**INSTRUCTIONS TO FOLLOW**
Please list all lines of the material below in which the string "Agung" occurs.

**DATA SECTION**
——————

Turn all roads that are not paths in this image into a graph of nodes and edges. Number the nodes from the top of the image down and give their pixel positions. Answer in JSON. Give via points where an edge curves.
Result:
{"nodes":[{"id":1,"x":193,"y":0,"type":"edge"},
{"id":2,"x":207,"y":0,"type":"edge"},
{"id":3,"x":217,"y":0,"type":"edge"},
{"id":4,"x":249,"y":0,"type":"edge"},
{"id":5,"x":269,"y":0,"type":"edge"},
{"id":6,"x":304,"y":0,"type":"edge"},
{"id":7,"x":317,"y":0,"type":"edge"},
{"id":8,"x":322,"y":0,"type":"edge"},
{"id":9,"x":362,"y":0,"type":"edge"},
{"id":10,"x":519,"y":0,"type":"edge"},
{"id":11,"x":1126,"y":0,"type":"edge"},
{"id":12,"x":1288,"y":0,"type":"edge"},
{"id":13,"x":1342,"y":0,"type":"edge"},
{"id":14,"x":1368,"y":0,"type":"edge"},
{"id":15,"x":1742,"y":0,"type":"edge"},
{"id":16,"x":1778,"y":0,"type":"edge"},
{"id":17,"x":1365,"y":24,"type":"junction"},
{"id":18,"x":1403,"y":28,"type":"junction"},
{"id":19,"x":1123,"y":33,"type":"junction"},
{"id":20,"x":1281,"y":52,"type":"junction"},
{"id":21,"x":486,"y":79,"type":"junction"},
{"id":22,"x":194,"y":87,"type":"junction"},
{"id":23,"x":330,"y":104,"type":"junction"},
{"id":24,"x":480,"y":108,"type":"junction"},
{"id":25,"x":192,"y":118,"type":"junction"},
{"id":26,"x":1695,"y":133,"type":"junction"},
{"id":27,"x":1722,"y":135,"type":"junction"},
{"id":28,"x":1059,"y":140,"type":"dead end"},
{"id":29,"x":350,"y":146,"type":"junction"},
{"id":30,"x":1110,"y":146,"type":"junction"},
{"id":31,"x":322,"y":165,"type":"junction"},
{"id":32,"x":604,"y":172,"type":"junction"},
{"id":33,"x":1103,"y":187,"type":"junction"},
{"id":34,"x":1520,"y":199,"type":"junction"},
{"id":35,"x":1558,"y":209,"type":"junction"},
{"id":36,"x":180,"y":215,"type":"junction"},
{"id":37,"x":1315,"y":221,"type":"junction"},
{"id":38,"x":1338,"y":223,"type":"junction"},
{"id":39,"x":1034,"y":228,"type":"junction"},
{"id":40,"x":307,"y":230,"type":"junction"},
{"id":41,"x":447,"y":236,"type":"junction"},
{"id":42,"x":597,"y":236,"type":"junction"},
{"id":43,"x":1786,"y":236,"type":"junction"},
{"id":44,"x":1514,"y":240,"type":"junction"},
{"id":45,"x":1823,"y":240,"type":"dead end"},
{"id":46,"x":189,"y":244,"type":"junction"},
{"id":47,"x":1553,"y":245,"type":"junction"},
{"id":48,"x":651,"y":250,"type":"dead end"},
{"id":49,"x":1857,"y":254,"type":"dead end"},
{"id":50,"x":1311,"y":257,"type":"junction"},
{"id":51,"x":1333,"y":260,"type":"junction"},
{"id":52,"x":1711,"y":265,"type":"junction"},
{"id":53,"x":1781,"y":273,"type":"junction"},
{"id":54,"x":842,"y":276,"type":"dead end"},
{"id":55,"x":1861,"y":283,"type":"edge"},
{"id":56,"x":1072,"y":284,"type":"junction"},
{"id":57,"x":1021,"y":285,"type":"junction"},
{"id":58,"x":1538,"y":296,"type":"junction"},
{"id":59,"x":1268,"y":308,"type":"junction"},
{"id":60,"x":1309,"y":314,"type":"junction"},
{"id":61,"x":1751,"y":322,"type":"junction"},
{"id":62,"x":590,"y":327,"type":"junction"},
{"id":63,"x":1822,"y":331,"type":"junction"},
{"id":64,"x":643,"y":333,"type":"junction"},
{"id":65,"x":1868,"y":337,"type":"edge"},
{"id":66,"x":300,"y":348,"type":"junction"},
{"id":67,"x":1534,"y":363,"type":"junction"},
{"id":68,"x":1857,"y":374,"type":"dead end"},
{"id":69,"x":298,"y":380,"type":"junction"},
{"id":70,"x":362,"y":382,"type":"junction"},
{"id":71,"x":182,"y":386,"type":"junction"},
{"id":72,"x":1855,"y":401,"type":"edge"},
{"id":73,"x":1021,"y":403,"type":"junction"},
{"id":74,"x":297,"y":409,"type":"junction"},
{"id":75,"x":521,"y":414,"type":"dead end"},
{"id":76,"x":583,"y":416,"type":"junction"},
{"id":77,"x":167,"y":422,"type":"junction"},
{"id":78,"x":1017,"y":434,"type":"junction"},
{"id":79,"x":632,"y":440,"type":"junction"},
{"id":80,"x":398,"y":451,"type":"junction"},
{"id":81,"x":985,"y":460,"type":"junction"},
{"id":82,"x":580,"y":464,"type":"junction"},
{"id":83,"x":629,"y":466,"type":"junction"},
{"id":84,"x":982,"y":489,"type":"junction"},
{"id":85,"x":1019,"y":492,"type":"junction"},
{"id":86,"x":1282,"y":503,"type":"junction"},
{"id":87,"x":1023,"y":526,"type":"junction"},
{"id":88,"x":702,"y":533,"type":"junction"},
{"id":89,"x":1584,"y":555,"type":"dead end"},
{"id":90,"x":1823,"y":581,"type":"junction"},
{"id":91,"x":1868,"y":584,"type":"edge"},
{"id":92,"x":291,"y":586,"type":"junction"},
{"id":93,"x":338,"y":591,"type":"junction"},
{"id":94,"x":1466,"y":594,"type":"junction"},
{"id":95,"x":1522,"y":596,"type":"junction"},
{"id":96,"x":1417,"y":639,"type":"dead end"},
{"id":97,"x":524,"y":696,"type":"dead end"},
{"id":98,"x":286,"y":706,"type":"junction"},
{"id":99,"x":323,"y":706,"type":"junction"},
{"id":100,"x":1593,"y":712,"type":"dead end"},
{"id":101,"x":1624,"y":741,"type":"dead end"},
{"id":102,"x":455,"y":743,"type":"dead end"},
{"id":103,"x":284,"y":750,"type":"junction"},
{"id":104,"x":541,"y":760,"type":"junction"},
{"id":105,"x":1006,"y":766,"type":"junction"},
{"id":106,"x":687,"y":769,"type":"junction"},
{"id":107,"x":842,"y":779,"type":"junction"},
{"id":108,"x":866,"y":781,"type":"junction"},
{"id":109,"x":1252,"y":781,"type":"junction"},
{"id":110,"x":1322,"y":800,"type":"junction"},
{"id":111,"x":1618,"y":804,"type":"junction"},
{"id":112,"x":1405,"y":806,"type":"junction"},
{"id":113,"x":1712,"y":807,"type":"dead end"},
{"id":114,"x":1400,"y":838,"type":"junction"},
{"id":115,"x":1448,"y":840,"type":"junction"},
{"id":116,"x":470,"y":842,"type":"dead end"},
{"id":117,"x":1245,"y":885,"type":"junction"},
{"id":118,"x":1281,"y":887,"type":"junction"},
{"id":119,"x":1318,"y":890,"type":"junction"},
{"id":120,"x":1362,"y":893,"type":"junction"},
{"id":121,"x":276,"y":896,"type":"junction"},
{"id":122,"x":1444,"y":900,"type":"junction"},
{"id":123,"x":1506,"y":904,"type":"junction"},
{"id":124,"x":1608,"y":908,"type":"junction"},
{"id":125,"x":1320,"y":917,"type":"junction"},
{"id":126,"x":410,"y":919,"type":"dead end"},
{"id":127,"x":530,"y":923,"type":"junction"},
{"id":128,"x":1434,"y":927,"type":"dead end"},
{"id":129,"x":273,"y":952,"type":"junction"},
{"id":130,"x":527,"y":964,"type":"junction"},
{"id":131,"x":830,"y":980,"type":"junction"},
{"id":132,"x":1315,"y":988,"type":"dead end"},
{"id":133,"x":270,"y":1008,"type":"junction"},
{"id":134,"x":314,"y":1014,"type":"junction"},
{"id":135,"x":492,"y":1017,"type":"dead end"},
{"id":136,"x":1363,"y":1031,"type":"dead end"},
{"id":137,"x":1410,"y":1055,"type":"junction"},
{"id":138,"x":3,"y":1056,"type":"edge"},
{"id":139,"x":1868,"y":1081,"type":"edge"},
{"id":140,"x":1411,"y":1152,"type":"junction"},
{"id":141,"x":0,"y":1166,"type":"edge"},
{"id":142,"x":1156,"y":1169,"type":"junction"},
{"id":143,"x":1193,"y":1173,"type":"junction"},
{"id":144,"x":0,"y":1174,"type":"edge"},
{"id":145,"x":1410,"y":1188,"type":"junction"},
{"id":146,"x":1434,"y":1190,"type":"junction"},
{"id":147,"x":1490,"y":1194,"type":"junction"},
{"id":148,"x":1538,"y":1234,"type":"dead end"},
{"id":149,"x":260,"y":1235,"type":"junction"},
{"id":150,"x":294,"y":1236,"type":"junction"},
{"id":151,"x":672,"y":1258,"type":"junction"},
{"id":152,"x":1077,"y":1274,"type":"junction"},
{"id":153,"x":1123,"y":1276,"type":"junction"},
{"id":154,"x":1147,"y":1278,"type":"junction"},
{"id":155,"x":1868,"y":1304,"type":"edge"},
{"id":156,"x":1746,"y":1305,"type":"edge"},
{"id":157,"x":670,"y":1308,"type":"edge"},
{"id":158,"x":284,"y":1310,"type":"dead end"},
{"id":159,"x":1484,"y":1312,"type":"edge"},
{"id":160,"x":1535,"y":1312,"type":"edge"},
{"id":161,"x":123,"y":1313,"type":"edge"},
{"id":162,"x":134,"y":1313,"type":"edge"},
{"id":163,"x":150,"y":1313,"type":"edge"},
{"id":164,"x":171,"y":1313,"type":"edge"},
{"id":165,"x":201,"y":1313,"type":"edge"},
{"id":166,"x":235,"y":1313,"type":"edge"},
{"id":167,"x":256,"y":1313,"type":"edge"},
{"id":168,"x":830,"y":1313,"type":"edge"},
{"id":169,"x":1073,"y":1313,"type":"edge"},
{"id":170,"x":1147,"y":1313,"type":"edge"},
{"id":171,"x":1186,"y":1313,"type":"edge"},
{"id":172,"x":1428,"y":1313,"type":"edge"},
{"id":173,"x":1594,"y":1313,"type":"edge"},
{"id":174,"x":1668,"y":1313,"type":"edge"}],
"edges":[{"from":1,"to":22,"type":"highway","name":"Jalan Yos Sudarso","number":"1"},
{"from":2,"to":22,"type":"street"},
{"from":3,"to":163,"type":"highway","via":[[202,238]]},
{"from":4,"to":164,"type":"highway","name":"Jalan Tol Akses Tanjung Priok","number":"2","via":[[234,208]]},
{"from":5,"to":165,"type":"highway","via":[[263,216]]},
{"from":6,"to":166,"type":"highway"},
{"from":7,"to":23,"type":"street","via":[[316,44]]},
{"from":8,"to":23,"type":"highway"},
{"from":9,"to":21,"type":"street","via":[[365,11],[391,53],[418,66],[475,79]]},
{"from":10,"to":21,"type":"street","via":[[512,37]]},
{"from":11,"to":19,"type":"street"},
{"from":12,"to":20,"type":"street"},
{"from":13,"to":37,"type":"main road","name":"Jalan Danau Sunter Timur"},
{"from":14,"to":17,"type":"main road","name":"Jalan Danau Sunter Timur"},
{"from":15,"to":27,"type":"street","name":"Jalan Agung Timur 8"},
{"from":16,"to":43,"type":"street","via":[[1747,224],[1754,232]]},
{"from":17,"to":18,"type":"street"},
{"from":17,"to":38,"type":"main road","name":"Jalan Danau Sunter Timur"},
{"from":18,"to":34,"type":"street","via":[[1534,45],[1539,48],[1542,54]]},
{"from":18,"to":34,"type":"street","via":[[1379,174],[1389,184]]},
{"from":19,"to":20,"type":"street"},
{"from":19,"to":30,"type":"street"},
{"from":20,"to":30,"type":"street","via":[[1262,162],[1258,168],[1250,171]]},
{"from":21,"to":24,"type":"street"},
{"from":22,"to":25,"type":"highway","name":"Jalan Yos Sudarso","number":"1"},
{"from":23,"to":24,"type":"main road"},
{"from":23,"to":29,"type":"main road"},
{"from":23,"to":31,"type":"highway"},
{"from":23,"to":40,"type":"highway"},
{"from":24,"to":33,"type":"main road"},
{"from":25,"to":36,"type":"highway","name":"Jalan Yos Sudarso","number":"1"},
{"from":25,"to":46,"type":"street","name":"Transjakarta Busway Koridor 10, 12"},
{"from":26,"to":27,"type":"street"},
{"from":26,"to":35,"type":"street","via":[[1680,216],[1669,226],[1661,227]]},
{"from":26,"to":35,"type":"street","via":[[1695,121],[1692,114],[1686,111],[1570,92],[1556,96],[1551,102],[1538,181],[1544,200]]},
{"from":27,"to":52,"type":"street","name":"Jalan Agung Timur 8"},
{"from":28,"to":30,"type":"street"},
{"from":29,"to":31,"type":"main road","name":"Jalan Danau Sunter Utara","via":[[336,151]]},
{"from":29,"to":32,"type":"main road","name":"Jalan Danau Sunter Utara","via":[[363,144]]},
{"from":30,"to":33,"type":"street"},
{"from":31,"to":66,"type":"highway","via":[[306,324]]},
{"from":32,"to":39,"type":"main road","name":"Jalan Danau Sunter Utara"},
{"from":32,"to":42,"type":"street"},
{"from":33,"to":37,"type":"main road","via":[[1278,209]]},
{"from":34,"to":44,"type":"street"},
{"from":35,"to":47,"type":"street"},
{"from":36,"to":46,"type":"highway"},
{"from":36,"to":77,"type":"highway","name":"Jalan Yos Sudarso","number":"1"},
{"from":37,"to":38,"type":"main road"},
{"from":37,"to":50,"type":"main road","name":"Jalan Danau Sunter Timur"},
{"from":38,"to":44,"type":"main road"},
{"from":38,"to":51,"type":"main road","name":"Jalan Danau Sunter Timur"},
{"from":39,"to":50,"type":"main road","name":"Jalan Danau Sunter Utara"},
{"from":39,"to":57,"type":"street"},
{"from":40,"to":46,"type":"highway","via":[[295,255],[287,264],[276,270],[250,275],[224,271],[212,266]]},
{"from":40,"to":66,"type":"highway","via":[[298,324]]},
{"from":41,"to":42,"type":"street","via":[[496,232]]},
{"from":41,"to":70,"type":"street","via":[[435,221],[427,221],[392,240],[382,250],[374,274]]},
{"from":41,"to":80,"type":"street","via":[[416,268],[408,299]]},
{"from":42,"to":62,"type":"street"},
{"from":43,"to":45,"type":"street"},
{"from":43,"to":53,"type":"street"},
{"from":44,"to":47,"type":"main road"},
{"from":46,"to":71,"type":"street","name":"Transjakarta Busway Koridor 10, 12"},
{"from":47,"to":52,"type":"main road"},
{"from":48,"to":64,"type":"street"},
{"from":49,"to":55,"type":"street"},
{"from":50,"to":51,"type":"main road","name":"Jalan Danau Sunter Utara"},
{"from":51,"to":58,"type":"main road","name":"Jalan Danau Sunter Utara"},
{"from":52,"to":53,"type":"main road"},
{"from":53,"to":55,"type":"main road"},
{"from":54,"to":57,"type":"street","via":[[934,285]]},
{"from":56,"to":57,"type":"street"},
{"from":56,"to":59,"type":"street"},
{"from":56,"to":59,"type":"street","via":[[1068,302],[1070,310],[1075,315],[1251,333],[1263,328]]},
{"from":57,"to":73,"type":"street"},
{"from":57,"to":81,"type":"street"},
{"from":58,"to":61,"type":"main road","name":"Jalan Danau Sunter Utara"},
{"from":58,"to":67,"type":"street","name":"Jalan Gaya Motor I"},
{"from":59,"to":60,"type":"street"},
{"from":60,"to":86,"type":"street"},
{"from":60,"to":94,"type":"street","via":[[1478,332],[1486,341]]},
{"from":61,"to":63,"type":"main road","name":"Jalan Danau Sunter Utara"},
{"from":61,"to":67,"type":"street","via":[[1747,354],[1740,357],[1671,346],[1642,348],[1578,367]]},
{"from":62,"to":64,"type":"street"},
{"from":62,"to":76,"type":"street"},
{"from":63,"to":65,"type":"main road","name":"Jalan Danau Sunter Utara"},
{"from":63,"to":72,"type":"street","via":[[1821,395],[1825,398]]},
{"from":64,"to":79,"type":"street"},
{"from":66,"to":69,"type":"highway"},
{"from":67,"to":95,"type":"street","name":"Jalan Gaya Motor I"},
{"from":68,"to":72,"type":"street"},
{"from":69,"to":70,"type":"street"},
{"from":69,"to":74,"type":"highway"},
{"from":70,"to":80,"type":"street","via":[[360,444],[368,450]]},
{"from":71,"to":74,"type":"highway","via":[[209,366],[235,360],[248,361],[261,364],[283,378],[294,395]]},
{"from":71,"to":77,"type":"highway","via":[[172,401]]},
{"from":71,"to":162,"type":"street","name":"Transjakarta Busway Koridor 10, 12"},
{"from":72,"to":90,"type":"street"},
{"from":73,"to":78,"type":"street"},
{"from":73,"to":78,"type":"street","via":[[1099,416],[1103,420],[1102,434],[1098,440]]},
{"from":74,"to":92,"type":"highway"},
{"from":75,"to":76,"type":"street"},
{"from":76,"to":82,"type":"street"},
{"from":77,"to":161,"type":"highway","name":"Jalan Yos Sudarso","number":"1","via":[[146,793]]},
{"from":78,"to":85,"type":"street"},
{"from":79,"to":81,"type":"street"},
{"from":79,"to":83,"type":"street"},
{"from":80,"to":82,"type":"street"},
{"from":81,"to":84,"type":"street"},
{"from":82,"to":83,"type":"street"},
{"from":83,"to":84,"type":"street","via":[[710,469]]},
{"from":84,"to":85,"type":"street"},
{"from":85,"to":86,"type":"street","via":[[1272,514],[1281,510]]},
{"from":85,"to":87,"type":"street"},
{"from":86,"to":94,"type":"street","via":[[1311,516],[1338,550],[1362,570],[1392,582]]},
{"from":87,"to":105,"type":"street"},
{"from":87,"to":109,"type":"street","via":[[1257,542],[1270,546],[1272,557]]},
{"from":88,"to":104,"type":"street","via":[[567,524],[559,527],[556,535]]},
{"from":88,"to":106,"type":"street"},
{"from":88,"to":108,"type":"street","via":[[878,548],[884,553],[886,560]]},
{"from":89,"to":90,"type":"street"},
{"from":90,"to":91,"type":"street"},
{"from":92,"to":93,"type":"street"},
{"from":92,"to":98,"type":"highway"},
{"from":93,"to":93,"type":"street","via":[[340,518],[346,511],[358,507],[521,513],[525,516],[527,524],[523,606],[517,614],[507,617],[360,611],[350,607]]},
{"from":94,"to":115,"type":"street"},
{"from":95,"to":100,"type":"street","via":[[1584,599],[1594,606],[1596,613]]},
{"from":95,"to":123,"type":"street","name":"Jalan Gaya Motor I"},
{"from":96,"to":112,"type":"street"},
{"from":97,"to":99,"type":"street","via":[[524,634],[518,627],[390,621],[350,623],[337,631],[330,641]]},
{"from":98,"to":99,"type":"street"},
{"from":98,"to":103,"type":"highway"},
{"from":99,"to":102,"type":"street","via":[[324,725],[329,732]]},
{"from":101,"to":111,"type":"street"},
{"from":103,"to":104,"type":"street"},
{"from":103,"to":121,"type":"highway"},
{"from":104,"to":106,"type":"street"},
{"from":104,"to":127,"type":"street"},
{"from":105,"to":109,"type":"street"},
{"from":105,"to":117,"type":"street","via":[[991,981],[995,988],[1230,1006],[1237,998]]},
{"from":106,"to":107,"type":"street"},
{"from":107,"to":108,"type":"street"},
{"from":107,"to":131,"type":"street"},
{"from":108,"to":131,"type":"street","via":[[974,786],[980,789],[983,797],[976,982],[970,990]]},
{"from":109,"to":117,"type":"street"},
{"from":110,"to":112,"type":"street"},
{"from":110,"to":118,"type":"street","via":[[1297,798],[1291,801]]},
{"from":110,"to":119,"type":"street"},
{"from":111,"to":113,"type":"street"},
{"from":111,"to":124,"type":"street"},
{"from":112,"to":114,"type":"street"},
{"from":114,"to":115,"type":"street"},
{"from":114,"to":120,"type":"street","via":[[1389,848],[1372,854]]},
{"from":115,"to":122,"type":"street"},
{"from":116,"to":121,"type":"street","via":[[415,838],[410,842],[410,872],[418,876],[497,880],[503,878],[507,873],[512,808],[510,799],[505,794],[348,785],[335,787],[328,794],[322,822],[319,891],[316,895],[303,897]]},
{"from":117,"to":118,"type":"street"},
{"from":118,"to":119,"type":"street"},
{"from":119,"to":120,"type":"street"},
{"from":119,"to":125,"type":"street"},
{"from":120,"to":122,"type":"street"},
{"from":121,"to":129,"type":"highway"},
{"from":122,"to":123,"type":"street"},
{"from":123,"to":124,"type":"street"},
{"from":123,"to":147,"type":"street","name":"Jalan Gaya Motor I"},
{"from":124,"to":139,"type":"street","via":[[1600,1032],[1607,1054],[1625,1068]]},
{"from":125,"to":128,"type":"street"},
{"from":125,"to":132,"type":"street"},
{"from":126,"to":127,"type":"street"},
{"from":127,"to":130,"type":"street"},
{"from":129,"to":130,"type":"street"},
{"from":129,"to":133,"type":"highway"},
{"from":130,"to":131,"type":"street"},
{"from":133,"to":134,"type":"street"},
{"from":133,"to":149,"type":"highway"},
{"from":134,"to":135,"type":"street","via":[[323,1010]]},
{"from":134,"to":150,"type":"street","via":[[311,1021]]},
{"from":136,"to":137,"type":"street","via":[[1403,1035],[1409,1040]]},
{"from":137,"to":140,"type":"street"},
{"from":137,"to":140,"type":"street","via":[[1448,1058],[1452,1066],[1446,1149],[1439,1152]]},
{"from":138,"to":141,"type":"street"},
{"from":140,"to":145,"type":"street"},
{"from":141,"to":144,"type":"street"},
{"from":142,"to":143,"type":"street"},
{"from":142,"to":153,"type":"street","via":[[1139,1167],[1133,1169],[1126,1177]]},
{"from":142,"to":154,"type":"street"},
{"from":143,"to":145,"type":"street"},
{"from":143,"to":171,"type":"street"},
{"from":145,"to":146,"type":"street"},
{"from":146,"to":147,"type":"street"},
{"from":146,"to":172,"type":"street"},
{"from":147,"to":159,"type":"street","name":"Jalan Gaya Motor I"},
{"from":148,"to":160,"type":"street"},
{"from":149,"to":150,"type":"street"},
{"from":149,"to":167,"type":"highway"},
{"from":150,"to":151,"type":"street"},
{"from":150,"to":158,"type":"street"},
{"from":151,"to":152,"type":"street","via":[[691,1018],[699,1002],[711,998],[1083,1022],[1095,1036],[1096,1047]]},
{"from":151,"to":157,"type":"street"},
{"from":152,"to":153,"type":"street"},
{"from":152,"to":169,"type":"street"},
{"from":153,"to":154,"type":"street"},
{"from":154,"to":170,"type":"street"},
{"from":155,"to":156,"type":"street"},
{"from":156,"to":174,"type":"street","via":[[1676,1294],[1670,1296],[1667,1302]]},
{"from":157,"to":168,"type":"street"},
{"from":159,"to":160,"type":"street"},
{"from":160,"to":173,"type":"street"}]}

——————

**RESULT FOR THIS TASK**
{"from":15,"to":27,"type":"street","name":"Jalan Agung Timur 8"},
{"from":27,"to":52,"type":"street","name":"Jalan Agung Timur 8"},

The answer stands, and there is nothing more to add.